あの感情の死んだ10代目でさえ射止めるほどに。
「全員、冷静になれ!」
「誰? あれ?」
「さぁ、わかんない」
「どうせ、ただの雇われの――」
「せ、先代様」
「えっ!」
「せ、先代様ですか⁉︎」
皆が一様に騒然とし始めるも死のチラつく恐怖の空気は無事に霧散し、意識は別へと割かれていく。
「現在、此処では地下に棲まう強大な魔物の処理に至急、対処しているところだ。混乱を招かぬよう水面下で少数精鋭による駆除活動が行われていたが先日、それらの魔物が突然活発してしまい、皆の安全を最優先する故にこのような状況になった次第だ」
「そう、だったんですか」
「持病があれば、其処に居る10代目に声を掛けてくれ。先行きの見えぬ明日が不安で仕方なかろうが、此処が踏ん張りどころだ! どうか耐えてくれっ‼︎」
「貴方がそう言うなら……」
「ぜ、絶対に子供達を守ってくれるんですよね?」
「だ、誰一人に死なずに済むんですよね」
「解りました!」
「せ、先代様、どうか忌々しいリベル騎士団の奴らを倒してください、そ、そして私達に帰る家をお与えください!」
「あぁ、そのつもりだ」
「ど、何処に居るんですか⁉︎ 我々が生み出した幻覚では無いのですよね?」
「俺は此処に居る。そして、貴様らの願い承った」
そんな心情を吐露した皆に縋ってこられてしまい、辟易とする10代目が俺の元へと駆け寄っていく。
「あれは、どんな力なんですか?」
余程、気に入ったのか、真っ先に口にしたのは、あの炎で創られし紅龍のことであった。
「花火を用いていてな、まぁ簡単に真似出来るよ」
「そうですか……。貴方はどうされるんですか?」
「ん? そりゃいつまでもこんな魔法使ってる――」
「そうではなく、行かれるのですよね?」
「あぁ、そうだったな」
「……」
「俺はこの村の先、始まりの場所へ行かねばならない。此処の者達全てを一任する。頼むぞ、10代目」
「えぇ、はい」
哀愁を漂わせた表情を浮かべ、緩慢に息を呑む。
「俺が居なくとも、何とかなるさ。お前は勇者だろう?」
「はい、はい……どうかお気をつけて」
「じゃあな」
「……?」
「ん?」
野生動物のように突然あらぬ方へと眼を向ける。
「どうした?」
「……いえ」
俺は霞んだ視界を研ぎ澄ませ、視線の先を追う。其処には黒きローブの纏し二つの人影が山上から身を潜めて、こちらの様子を見下ろして窺っていた。
ただ手を拱くだけ、なのだろうか。
「東大国の兵士……では無さそうですね」
「斥候かあるいは――」
一人の兵団員から燦々とした焔の弓矢が顕現し、徐に矢を番えるとともにそれは瞬く間に放たれる。
透明マントを被っていた俺に向けて。
目にも留まらぬ速さで眼前へと迫り、「先代!」と、10代目の必死の忠告も敢え無く、射抜かれる。

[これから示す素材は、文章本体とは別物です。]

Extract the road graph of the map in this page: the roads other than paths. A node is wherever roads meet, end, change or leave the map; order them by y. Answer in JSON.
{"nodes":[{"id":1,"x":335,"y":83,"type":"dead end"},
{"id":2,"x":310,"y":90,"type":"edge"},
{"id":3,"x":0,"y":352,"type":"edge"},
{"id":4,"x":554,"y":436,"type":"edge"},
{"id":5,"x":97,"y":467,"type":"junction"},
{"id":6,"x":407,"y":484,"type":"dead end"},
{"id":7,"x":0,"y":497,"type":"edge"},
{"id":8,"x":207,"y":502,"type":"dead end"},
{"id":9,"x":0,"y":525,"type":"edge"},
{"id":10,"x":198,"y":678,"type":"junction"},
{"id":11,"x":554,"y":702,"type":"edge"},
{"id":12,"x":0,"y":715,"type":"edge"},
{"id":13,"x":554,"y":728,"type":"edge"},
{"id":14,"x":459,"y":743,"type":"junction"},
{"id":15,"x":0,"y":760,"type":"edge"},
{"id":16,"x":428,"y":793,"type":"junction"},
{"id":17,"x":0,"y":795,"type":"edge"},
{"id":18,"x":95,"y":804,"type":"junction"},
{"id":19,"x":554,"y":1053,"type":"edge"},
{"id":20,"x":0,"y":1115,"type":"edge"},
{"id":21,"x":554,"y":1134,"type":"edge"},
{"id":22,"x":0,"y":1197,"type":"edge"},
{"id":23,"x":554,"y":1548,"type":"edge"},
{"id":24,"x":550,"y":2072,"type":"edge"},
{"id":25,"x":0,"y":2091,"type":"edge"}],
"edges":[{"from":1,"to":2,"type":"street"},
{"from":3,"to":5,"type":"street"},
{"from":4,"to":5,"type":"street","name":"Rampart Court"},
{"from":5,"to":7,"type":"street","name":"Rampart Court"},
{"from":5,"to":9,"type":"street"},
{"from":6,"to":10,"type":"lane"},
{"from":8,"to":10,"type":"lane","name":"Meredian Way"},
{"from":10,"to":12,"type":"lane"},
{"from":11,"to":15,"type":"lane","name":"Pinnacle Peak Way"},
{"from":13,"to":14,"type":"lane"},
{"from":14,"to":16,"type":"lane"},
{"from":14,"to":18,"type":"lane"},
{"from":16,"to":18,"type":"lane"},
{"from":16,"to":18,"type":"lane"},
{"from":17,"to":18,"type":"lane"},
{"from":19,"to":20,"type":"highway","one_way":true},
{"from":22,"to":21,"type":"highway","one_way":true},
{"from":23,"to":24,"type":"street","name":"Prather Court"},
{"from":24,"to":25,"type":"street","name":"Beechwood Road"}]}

地形の悪さから茫然と立ち尽くしてしまった俺のほんの僅かな先の頭上、透明マントだけを狙って。
それは偶然か、将又――。
「チッ!」
透明マントを貫いて木に突き刺さった焔の矢は、篠突く雨を物ともせずに燎原の如く忽ち炎が広がっていき、鎮火する間もなく焼き払われてしまった。
【透明マントが破壊されました】
「あぁ、そのようだな!」
「怪我の程は!」
「大丈夫だ、問題無い」
「あれは狙撃手だったって訳か」
「追いますか?」
「イタチごっこが関の山、無闇に体力を使う必要は無いだろ」
風の流れや雨の受け方、不自然な会話具合から察したんだろうが、寸分の狂いも無く射抜くとはな。